The value of the string does not always start with the most significant value (year) and end with the least significant value (seconds) because for User 1 the timezone is entirely missing and for User 2 the timezone is added at the end of the string. This prevents correct sorting and filtering in SQL queries. To solve this the DateTime has to be stored in a uniform way. This will be done in the next demo’s.

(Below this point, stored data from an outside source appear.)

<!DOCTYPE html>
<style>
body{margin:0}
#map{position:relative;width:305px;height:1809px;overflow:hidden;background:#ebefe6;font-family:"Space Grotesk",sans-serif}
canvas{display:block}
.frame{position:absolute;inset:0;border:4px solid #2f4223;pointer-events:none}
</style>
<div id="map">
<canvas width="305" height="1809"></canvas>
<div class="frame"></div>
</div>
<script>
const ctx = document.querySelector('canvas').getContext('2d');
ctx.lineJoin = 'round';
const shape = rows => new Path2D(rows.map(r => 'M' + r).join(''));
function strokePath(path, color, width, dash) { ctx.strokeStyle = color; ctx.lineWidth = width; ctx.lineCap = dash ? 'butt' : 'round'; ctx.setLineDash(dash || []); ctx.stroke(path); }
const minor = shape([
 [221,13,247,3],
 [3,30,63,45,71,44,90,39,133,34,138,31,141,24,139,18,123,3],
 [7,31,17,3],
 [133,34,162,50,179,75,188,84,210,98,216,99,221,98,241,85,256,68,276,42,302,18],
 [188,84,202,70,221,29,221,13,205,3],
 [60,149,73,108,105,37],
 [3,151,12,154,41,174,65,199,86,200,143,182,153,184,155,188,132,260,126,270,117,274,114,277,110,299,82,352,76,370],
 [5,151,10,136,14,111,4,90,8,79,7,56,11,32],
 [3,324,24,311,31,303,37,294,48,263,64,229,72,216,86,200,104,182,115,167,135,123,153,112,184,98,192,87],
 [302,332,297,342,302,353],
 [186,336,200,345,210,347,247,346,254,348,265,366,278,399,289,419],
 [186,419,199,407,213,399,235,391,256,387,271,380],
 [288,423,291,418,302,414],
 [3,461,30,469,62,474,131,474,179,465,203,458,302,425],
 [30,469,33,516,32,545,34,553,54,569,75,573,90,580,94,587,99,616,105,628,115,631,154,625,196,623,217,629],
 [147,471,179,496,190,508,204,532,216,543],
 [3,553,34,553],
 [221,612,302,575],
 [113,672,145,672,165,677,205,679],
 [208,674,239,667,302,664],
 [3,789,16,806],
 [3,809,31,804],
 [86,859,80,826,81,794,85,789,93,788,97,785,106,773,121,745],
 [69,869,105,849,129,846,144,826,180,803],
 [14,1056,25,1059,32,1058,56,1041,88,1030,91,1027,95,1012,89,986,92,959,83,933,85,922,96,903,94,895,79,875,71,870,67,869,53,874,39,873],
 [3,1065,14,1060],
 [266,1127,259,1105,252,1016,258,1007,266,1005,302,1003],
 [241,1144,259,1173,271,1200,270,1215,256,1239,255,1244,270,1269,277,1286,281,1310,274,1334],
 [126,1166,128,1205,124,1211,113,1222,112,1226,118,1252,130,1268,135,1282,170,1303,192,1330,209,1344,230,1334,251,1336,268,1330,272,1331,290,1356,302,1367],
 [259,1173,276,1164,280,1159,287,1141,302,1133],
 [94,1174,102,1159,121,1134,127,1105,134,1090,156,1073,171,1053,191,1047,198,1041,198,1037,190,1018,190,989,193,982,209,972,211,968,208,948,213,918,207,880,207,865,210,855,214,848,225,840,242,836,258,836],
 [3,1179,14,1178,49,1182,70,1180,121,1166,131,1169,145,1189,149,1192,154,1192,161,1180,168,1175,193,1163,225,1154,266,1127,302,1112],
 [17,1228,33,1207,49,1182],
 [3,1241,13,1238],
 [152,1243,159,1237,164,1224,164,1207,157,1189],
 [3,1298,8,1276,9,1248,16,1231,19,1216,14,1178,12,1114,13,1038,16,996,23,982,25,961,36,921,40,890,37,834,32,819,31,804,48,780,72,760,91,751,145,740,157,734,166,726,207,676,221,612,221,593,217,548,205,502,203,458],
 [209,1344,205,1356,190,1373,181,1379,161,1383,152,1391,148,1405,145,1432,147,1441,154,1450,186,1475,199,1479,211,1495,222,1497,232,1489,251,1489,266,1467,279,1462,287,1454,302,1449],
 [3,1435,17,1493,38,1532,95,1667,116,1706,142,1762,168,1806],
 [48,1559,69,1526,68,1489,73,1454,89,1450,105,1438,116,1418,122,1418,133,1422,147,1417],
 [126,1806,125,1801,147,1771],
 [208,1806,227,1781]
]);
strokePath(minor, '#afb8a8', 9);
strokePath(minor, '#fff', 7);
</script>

Demo 2: storing DateTimeOffset values
The first step for storing DateTime values in a uniform format is using the DateTimeOffset datatype for the LastLogin property in the User class (instead of the DateTime datatype). DateTimeOffset refers to a single point in time and stores how much that point in time differs from UTC. Therefore, in the Azure Cosmos DB collection we will now see timezone information being added to every LastLogin string value.
Demo 3: convert to UTC
The next step is converting the DateTime values to UTC. This can be done explicitly in source code but this is a tedious and error prone task. Luckily, Newtonsoft.Json provides functionality for automatic conversion to UTC by implementing the JsonConvert.DefaultSettings. By default, the DateTimeOffset is stored in ISO 8601 format, so for converting to UTC we need to configure a IsoDateTimeConverter with the AdjustToUniversal DateTimeStyles value. If you use the Repository pattern in your source code, I would suggest putting the JsonConvert.DefaultSettings in there.
When the console application has executed, the DateTime values are now stored in a uniform way and always start with the most significant value (year) and end with the least significant value (seconds) so now you can sort and filter string values. Problem solved!
P.S. It is also possible to store DateTime values as UNIX Epoch time, but this is not human readable so I skipped this option in my blog.